All these poems are copyright 1995. None may be reproduced without their authors' consent.
This needs a bit of introduction. Joe Haldeman, the first instructor at Clarion 1995, challenged the participants to write poems based on randomly-assigned science fiction topics. Joe also required that the poems conform precisely to specific poetic structural forms, which were also drawn randomly.

Practically everyone in the workshop took Joe's challenge, and the following poems are a sampling of the results.


Cyborg Rag

by Nalo Hopkinson

She's always lived in the city dump. A lonely, dirty place
when you never age. Or even if you did.
Her deathless body will survive; problem is, the brain decays.
She's always lived in the city dump. A lonely, dirty place.
She doesn't remember. What is a mind/machine interface
when the mind's no longer there? Brain dead? Brain did ....
She's always lived in the city dump. A lonely, dirty place
when you never age. Or even if you did.


Reunion

by Michael L. McComas

Everything is closer now, day by day.
The stars, shifted blue, salt the heavens' dome,
Bloating and pulsing, dying much the way
Our own sun had after we left our home.
Chaos conquers heat, gravity masters all,
Drawing nebulae back into their womb,
Collapsing, churning in dark matter's call
To the cosmic kernal, the primal tomb.
Clusters shepherd in far-flung stars by night.
Galaxies gather them by twos and ones.
Quasars last of all, first and farthest light,
Latecomers in the reunion of suns.
When stars cool to cinders and time has run,
The cosmos ends the way it was begun.


The Berserkers

by Joshua Peterson

A billion came, drifting eons forward.
Gravityless hulks, ion jets kicking lifelike mechanisms nightward,
outward pressed quickening round stars, the unliving vedettes,
war-machines, xenophobes, yearned zero-hour.


Rachelle's Denial

by Damien Filer

The sun shone golden, deep in Rachelle's eyes;
old Deacon waited, frisbee in his teeth,
but Rachelle only noticed the black skies.
Despite the news, she still would not believe.
Eros approaching, megaton explosions
and asteroid extinction, she denied,
but fear crept into her heart and left her frozen;
she watered grass the summer sun had dried,
because she didn't know what else to do.
The emerald grass turned steely blue and quiet.
She would die on a Sunday afternoon,
with Deacon, either ignorant or defiant.
Her soil now tended, under the dark sun,
she lay down with her dog. Their work was done.

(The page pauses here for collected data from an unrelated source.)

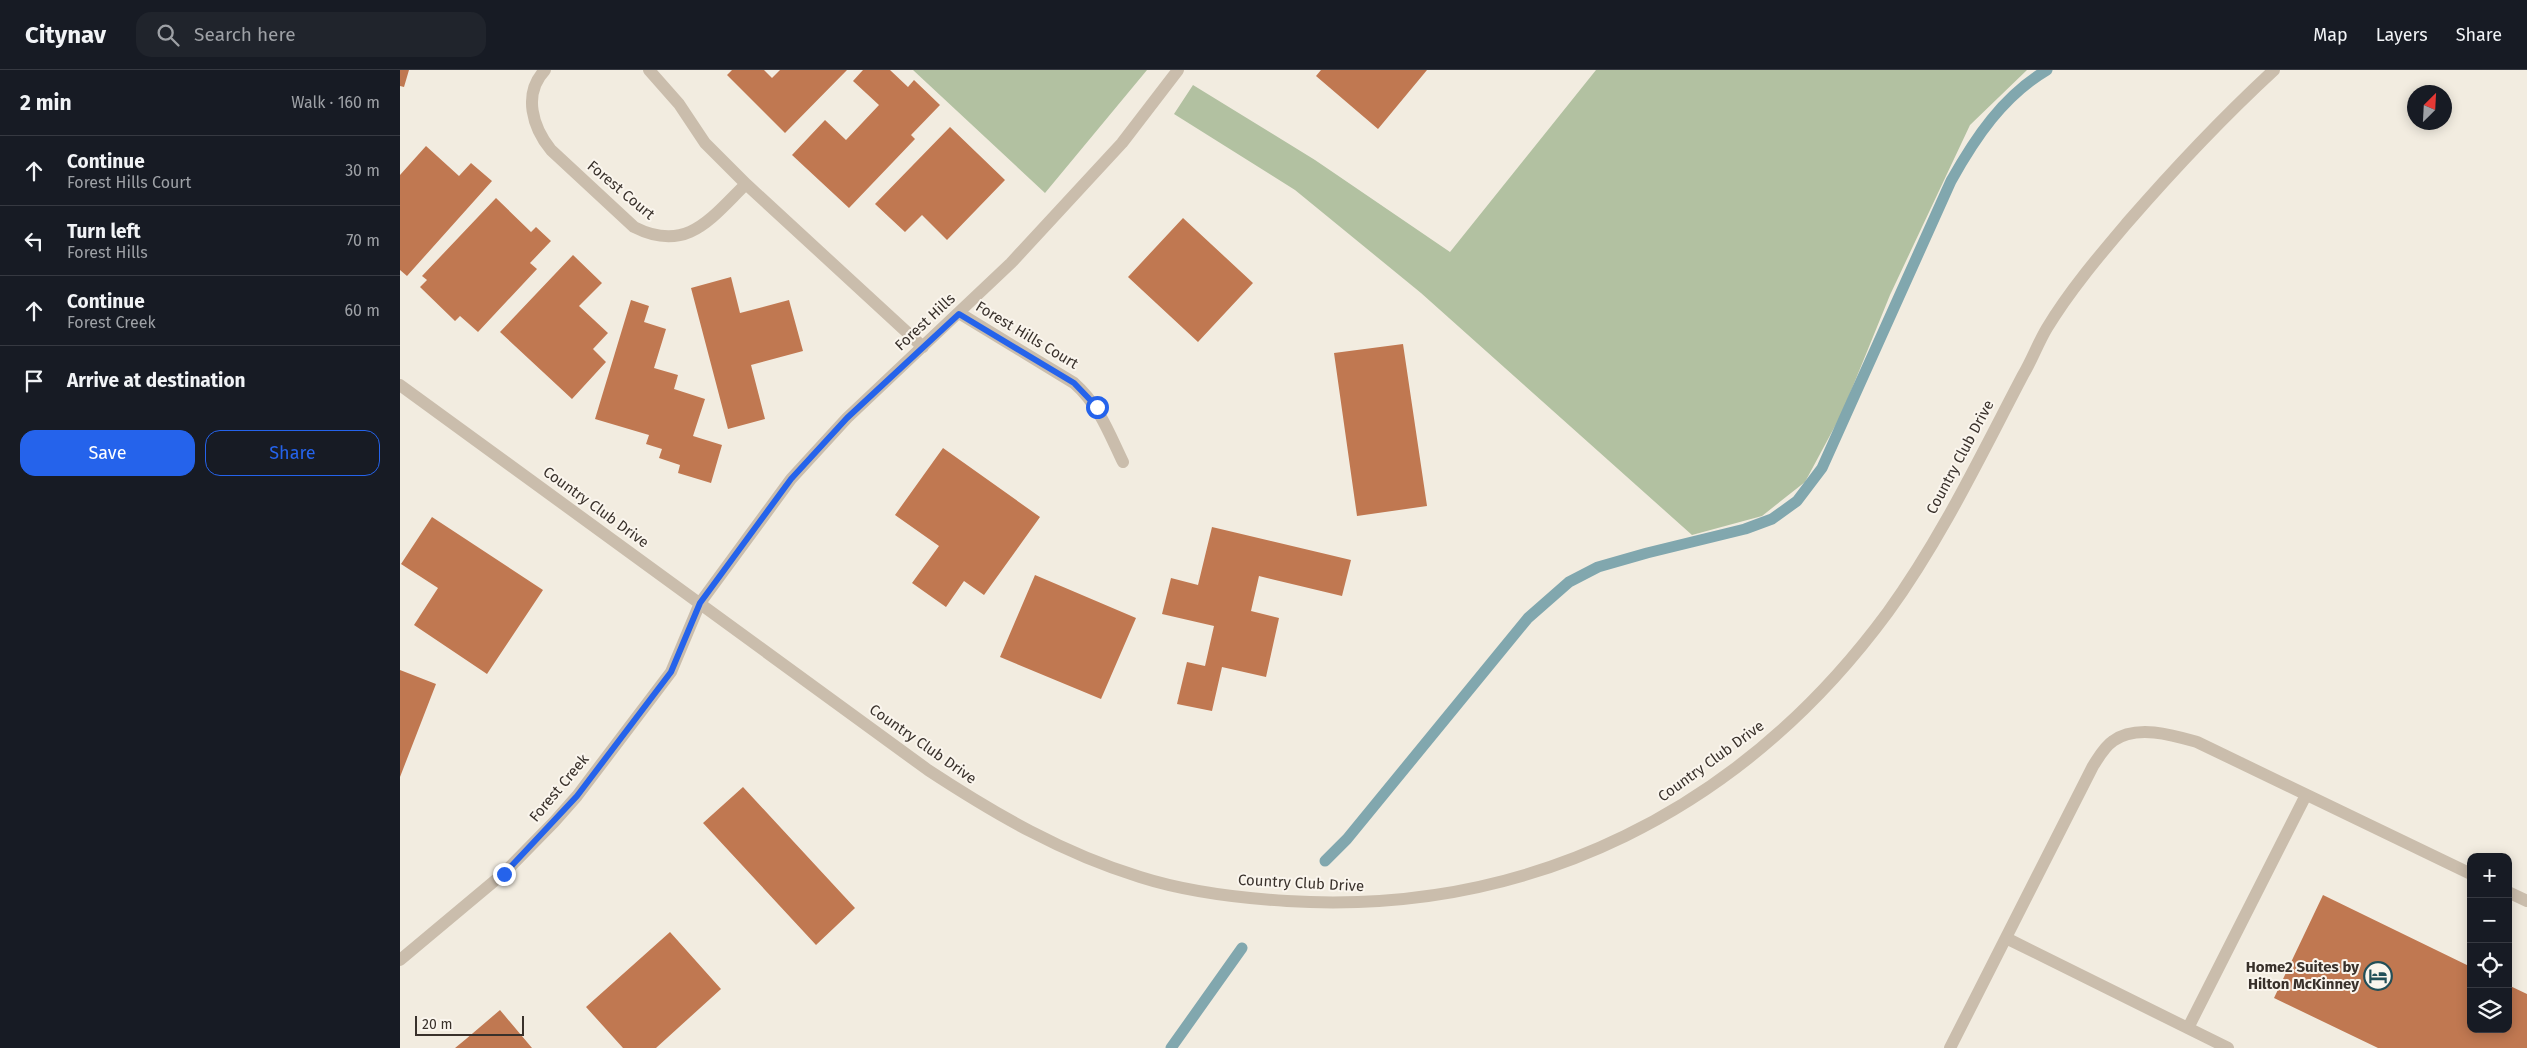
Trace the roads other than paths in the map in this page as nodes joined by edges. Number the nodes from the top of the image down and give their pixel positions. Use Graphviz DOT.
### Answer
graph roads {
  1 [pos="545,70"];
  2 [pos="649,70"];
  3 [pos="1178,70"];
  4 [pos="2274,70"];
  5 [pos="746,184"];
  6 [pos="959,314"];
  7 [pos="923,347"];
  8 [pos="400,385"];
  9 [pos="1123,462"];
  10 [pos="700,603"];
  11 [pos="2306,795"];
  12 [pos="2467,872"];
  13 [pos="2512,894"];
  14 [pos="2527,901"];
  15 [pos="2006,938"];
  16 [pos="400,960"];
  17 [pos="2188,1028"];
  18 [pos="1950,1048"];
  19 [pos="2228,1048"];
  1 -- 5 [label="street, Forest Court"];
  2 -- 5 [label="street"];
  3 -- 6 [label="street, Forest Hills"];
  4 -- 10 [label="street, Country Club Drive"];
  5 -- 7 [label="street"];
  6 -- 7 [label="street, Forest Hills"];
  6 -- 9 [label="street, Forest Hills Court"];
  7 -- 10 [label="street, Forest Hills"];
  8 -- 10 [label="street, Country Club Drive"];
  10 -- 16 [label="street, Forest Creek"];
  11 -- 12 [label="street"];
  11 -- 15 [label="street"];
  11 -- 17 [label="street"];
  13 -- 14 [label="street"];
  15 -- 17 [label="street"];
  15 -- 18 [label="street"];
  17 -- 19 [label="street"];
}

Terraforming Dune: Man vs. Nature

by Debbie Donofrio

Death's Pale Angel tills this hopeless plot.
Gaea wouldn't get these shoots to take.
Cursed from Hell by James (The Coyote) Watt,
This Sisyphean tour seals Angel's fate.

Gaea wouldn't get these shoots to take.
Seas of whisk-broom grass, a dry-hole well.
This Sisyphean tour seals Angel's fate!
What I don't want: to spoil this perfect Hell.

Seas of whisk-broom grass, a dry-hole well.
"No chlorophyll's beyond persistent powers.
What, I don't want to spoil this perfect Hell?"
Angel christening sand with shit and showers.

No, chlorophyll's beyond persistent powers;
seeds and prayers; lime and Miracle Grow,
Angel christening sand with shit and showers.
Nothing's greening me, not man nor hoe.

Cursed from Hell by James (The Coyote) Watt,
Death's Pale Angel tills this hopeless plot.


About the Authors

Nalo Hopkinson, 34 years old, lives in Toronto, Canada where she enjoys writing stories that keep her mother awake at night. One of her stories was recently purchased for Snow White, Blood Red IV, a collection of re-interpreted folk tales edited by Ellen Datlow (Omni) and Terri Windling.

Michael L. McComas is a super-senior at MIT and an editor at A Different Beat (all cop stories, all the time) and former assistant at Aboriginal SF Magazine.

Joshua Peterson is pursuing an MFA in creative writing at Michigan State University. He recently won first place in L. Ron Hubbard's Writers of the Future Contest with his short story "Patient's End."

Damien Filer lives in Oregon with his partner of eight years and a big dog. His fiction will be featured in future issues of Pulphouse Magazine.

Debbie Donofrio lives in Houston, TX with her husband and two kids. She holds an MS in microbiology and worked for eleven years in the research department of a "major industrial water company" until four years of re-organization caught up with her. She's now concentrating on her second career as an SF writer.